**Supplied information**
* * * * *
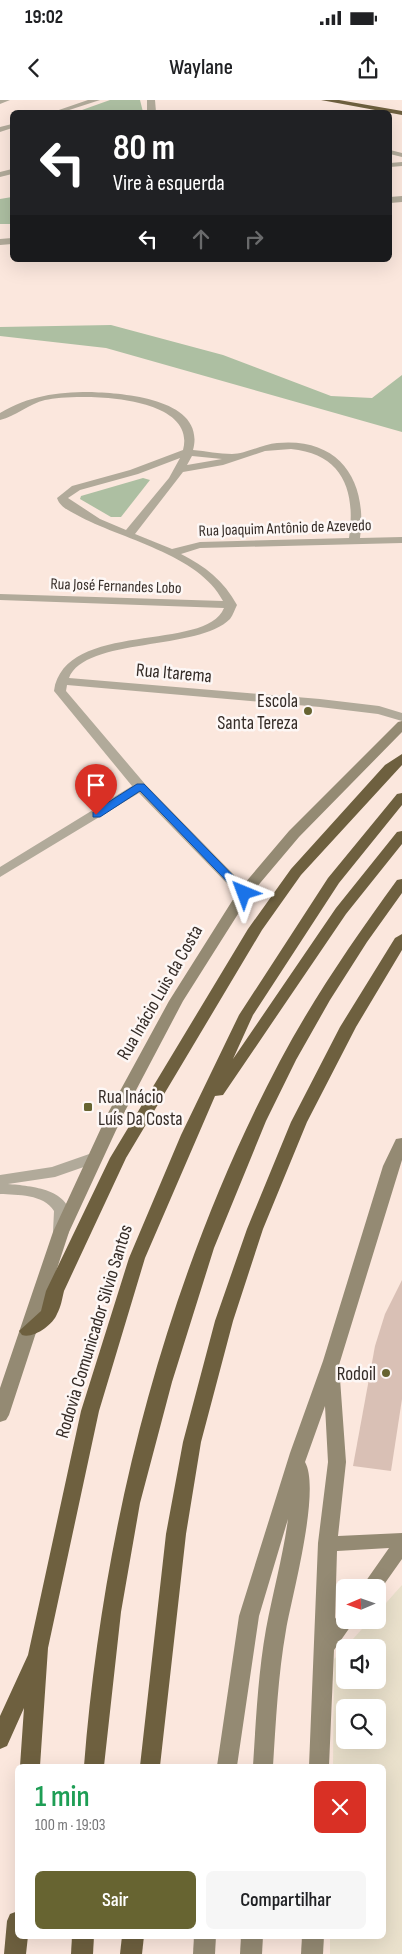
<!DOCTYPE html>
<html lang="pt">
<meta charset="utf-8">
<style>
:root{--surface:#fff;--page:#f6f6f6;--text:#202124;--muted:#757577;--accent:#676431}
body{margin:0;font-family:"Sofia Sans Condensed",sans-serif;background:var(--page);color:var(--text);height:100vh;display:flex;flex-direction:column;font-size:19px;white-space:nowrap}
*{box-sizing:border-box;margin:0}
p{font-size:16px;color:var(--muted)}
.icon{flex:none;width:28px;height:28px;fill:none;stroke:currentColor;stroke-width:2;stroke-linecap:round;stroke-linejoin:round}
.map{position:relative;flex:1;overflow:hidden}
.details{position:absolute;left:15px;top:1664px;width:371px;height:175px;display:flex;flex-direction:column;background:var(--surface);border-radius:8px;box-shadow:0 5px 20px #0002}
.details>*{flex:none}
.top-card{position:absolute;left:10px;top:10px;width:382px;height:152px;border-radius:8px;box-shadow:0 5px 20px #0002;background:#202124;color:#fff;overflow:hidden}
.needle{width:32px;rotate:268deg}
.controls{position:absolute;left:336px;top:1479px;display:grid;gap:10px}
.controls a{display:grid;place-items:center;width:50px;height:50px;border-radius:8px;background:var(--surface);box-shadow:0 5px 20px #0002;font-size:25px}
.pin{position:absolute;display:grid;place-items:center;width:42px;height:42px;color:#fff;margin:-51px -21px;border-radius:50% 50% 50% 0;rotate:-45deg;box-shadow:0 0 5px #0007}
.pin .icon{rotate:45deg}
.me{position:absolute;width:55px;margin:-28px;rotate:316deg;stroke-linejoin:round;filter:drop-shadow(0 0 4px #0008)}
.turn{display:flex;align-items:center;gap:18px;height:105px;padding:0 20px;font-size:22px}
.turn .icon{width:65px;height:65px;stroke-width:2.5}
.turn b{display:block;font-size:35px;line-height:42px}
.lanes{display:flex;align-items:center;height:48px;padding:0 20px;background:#0003;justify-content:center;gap:25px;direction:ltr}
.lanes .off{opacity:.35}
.round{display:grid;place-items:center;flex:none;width:52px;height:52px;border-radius:8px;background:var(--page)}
.head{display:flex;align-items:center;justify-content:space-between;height:85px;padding:0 20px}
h1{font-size:30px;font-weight:600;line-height:38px;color:#1e9e55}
.cta{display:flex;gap:10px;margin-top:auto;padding:10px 20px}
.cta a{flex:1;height:58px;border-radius:8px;background:var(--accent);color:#fff;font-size:20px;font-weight:600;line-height:58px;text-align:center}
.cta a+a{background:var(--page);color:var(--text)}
.status{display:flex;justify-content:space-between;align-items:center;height:35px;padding:0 25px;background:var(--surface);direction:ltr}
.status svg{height:14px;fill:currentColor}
header{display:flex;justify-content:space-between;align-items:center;height:65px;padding:0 20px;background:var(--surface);font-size:22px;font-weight:600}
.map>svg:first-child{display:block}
</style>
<div class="status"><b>19:02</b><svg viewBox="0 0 49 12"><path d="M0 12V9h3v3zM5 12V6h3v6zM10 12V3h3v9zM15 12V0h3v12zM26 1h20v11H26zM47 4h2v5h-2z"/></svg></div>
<header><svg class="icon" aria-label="back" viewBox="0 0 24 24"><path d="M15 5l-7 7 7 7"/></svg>Waylane<svg class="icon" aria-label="share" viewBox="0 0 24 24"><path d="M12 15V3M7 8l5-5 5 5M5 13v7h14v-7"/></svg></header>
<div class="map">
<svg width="402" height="1854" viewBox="0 0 402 1854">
<rect width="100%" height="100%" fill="#fbe7dd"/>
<!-- industrial -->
<path fill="#eae1cc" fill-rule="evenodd" d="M402,1485V1854H330V1836H384V1666H333L334,1559L345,1548V1580H378V1548H345L370,1520H378V1512ZM345,1608H378V1640H345Z"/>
<!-- green -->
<g fill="#adbfa2">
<path d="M110,0H140L143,12H89L82,10Z"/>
<path d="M12,97V124H0V99Z"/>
<path d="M111,225L223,255L331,296L372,298L402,275V332L106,248L0,236V227Z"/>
<path d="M143,378L150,380L121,417H111L80,399L81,396Z"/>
</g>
<!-- building -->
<path fill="#d9c0b5" d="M402,1180V1299L391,1371L353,1366L375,1246L385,1214Z"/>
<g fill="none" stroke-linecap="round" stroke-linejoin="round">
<!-- street -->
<g fill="#b1aa9a" fill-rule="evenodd">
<path d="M0,0H10L0,4Z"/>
<path d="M88,0H100L63,12H53Z"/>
<path d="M147,0H155L156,12H147Z"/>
<path d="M12,24V28L0,32V27Z"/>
<path d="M390,50L402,53V57L390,54Z"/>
<path d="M402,62V66L390,67V63Z"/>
<path d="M12,69V74L0,77V72Z"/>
<path d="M402,96V102L390,103V97Z"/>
<path d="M12,138V144L0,145V139Z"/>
<path d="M89,292C121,293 207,298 193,350C206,351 219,354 232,354C245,354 263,344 277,343C339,337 368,380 360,438L402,437V443L200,448L181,454C205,466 224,481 237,505C235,509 233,515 230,519C199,551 85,537 69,578L320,599L379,606L402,613V621L378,614L320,607L67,585L66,591L145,684L249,790L251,793L249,796H239L139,693L0,777V767L132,686L54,591C65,519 206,553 224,508L0,500V494L223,501C199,454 120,439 77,415C68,410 60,407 57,398L72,386L130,370L183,350C198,294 78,293 45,300C29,304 16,316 0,320V313C29,296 56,292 89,292ZM291,349C343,354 356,391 349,438L200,442L172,449L135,434L183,372L223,365L265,351ZM192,356L222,359L187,365ZM180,358L169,378L126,430L100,419L68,398L80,390L138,374Z"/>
<path d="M95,1052L101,1053L103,1057L101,1061L55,1077L8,1084C31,1086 73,1089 70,1121C70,1127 70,1131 67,1136H55L53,1132L54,1111C44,1094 17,1095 0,1094V1075L52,1067Z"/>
</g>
<!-- secondary -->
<g fill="#948a73" fill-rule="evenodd">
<path d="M402,621V632L299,737L250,795L183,901L124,1013L69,1132L9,1315L6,1320L0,1322V1288L53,1132L108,1013L169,901L239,790L289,731L398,622Z"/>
<path d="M402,1038V1060L339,1265L346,1362L338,1436L402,1433V1459L378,1493V1488H361L389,1448L337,1451L335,1519L338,1514L345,1512V1520H355L334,1550L329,1666H309L318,1443L328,1362L325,1306L305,1362C321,1390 292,1496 286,1530C278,1575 276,1621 273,1666H253C256,1620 258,1574 266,1529C273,1492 283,1456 288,1419L259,1516L237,1666H217L239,1516L290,1353L323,1261L383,1066L396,1039Z"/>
<path d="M194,1836H216L215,1854H193Z"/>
<path d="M241,1836H263L262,1854H240Z"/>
<path d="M302,1836H324L323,1854H301Z"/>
</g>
<!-- highway -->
<g fill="#6e603f" fill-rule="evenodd">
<path d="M321,0H339L402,11V15Z"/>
<path d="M402,654V665L301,775L262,830L126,1058L64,1191C62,1199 61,1207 57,1214C53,1225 33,1239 22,1235L19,1231L41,1211L46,1191L110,1058L248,829L291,769L385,665Z"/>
<path d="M402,693V705L339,783L253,915L233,959L336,808L397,732L402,731V744L346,814L223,995L215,996L145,1158L99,1311L48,1548L40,1666H20L24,1608L7,1646L0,1649V1616L28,1555L81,1311L129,1158L181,1035L239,915L328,778L397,694Z"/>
<path d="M402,779V793L367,842L330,900L296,960L266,1021L214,1148L172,1282L140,1403L121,1512L104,1666H84C103,1424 166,1177 280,961C314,897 355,838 397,780Z"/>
<path d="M402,834V850L356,927L307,1022L263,1129L233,1221L201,1342L186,1434L160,1666H140L166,1434L183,1342L215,1221L247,1129L291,1022L340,927L395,838Z"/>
<path d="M18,1811V1836H28L26,1854H4L7,1821L10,1814Z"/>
<path d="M72,1836H94L93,1854H71Z"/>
<path d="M122,1836H144L142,1854H120Z"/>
</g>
</g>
<!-- route -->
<path fill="#1a73e8" stroke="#114b97" d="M137,684H144L248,791V795H240L140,691L100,717H93V712Z"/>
<!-- markers -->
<g fill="#676431" stroke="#fdf7f5" stroke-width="2">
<circle cx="308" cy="611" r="5"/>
<rect x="83" y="1002" width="10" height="10" rx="2.5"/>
<circle cx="386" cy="1273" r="5"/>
</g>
<g text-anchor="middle" stroke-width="5" stroke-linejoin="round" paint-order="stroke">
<!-- far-street labels -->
<g font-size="16" fill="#352c27" stroke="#fdf7f5">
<text transform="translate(285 427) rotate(-2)" y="6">Rua Joaquim Antônio de Azevedo</text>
<text transform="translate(116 485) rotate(2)" y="6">Rua José Fernandes Lobo</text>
</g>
<!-- street labels -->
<g font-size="19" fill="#352c27" stroke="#fdf7f5">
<text transform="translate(174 572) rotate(5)" y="7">Rua Itarema</text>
<text transform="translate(159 892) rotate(-60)" y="7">Rua Inácio Luis da Costa</text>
<text transform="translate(93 1231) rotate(-73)" y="7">Rodovia Comunicador Silvio Santos</text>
</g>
<!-- poi labels -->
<g font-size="19" fill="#352c27" stroke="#fdf7f5" text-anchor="end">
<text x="298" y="607">Escola<tspan x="298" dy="22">Santa Tereza</tspan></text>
<text x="98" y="1003" text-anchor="start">Rua Inácio<tspan x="98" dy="22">Luís Da Costa</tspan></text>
<text x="376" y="1280">Rodoil</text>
</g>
</g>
</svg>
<div class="controls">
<a><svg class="needle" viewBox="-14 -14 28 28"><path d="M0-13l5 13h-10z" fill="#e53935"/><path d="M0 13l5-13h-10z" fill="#757577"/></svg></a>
<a><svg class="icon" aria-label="sound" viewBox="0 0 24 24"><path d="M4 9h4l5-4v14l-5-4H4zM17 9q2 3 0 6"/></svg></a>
<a><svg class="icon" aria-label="search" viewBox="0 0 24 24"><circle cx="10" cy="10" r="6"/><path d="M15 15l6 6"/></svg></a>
</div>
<div class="pin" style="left:96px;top:715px;background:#d93025"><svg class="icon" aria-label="arrive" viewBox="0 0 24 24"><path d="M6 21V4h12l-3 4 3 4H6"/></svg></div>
<svg class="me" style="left:244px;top:793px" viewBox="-20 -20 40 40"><path d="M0-17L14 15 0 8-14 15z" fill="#1a73e8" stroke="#fff" stroke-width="4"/></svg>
<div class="top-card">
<div class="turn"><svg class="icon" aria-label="left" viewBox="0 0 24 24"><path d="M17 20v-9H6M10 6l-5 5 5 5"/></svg><div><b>80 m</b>Vire à esquerda</div></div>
<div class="lanes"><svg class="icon" aria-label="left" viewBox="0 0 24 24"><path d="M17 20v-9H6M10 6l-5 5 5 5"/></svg><svg class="icon off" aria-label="ahead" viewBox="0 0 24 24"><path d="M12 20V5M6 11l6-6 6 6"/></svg><svg class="icon off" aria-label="right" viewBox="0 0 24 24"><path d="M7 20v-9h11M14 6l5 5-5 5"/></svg></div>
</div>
<section class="details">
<div class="head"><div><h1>1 min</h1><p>100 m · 19:03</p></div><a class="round" style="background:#d93025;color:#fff"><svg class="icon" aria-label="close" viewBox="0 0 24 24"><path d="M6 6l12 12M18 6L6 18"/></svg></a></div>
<div class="cta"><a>Sair</a><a>Compartilhar</a></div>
</section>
</div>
* * * * *
**Assigned task**
Filter the material above down to the lines that hold the word "linecap".

**Expected answer**
.icon{flex:none;width:28px;height:28px;fill:none;stroke:currentColor;stroke-width:2;stroke-linecap:round;stroke-linejoin:round}
<g fill="none" stroke-linecap="round" stroke-linejoin="round">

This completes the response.